2015年05月12日 | 邦画(15年)
 『寄生獣 完結編』をTOHOシネマズ渋谷で見ました。

(1)前作の前篇の出来栄えが素晴らしかったので、後篇にあたる本作もと思って映画館に行ってきました。

 本作の冒頭では、前作のあらましが描き出された後、車列がビルの地下室に入っていく場面。
 平間警部補(國村準)が、連続殺人鬼の浦上新井浩文)を連れて、特殊急襲部隊 (SAT) に所属する対パラサイト部隊のいるビルにやってきたわけです。
 平間は、隊長の山岸豊原功補)と会って、「あてにはなりませんよ」と言いますが、山岸は「いや、十分使い物になります」と答え、浦上を椅子に座らせ、何人もの重要参考人の面通しをさせます(注1)。
 ですが浦上は、どの人物についてもパラサイトであることを否定します。
 最後に、ガラスの向こう側に新一染谷将太)が。
 浦上は、新一の顔を自分の方に向けさせて見つめた上で、「いや、違うな。

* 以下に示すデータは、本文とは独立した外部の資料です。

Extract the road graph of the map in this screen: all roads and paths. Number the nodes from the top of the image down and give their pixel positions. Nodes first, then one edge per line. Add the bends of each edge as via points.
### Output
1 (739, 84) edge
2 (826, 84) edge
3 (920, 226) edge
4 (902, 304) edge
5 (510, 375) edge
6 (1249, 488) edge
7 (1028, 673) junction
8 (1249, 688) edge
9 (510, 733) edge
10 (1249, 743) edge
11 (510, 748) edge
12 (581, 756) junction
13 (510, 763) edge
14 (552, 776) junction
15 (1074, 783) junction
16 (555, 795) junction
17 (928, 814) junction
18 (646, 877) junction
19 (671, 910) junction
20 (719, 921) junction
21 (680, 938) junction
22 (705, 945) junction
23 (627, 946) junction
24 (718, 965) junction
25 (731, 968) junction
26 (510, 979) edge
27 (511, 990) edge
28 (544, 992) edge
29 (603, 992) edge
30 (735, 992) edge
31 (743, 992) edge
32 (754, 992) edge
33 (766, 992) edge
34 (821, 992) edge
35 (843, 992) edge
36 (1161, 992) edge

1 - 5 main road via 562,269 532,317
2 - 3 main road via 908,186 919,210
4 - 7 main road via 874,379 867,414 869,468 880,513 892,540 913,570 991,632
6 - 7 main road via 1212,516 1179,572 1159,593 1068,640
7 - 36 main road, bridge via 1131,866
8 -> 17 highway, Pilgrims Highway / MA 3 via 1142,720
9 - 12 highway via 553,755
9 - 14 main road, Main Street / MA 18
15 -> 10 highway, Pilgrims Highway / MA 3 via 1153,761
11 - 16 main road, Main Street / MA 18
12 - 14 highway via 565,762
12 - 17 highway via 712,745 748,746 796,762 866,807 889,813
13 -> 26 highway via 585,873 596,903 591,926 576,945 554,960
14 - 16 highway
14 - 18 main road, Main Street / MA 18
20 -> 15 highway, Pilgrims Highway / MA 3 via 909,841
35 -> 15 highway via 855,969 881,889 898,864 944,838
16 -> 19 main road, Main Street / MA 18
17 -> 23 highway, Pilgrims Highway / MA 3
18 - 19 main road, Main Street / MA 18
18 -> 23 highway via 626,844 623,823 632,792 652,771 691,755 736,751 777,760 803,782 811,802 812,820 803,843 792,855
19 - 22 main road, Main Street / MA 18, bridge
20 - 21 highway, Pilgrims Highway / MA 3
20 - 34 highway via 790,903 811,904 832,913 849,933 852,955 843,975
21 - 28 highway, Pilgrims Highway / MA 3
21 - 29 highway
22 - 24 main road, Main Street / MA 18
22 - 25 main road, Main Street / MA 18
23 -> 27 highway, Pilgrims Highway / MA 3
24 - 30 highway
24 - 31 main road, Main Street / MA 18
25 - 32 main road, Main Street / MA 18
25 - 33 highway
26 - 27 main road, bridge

一瞬、目の中に違うものが混じっている気がしたが、気のせいだ」と言います。
 ここで、タイトル・クレジットが入ります。

 次いで、平間が、事件の写真を机の上に並べながら、「泉新一が住んでいるところの近くでいろいろな事件が起きている」などと部下に話しています。彼は、新一が一連の事件の鍵を握る人物だと睨んでいるようです。

 そして、人間を食べているパラサイトを新一が倒す場面。
 新一の右手に取り付いている寄生獣のミギー(声:阿部サダヲ)は、「我が身の安全のために、これ以上はやめよう」と言いますが、新一の方は、「もっと早く来ていれば、犠牲者が出なかったのに。一匹でも殺せば、人間の犠牲が減る。親玉をやっつけに行く」と答えたところ、誰かが自分たちの様子をうかがっているのに気が付きます。
 さあ、それは誰でしょう、そして新一は寄生獣との戦いに勝つことができるのでしょうか、………?

 本作は、同じ2部作ながらも、事件と裁判とから構成され後篇がダレた感じになった『ソロモンの偽証』とは違い、『るろうに剣心』のように頂上決戦を本作に持ってきたこともあって、前作での盛り上がりを本作まで維持し続け、見終わった後も満足感の残る仕上がりとなっているように思いました。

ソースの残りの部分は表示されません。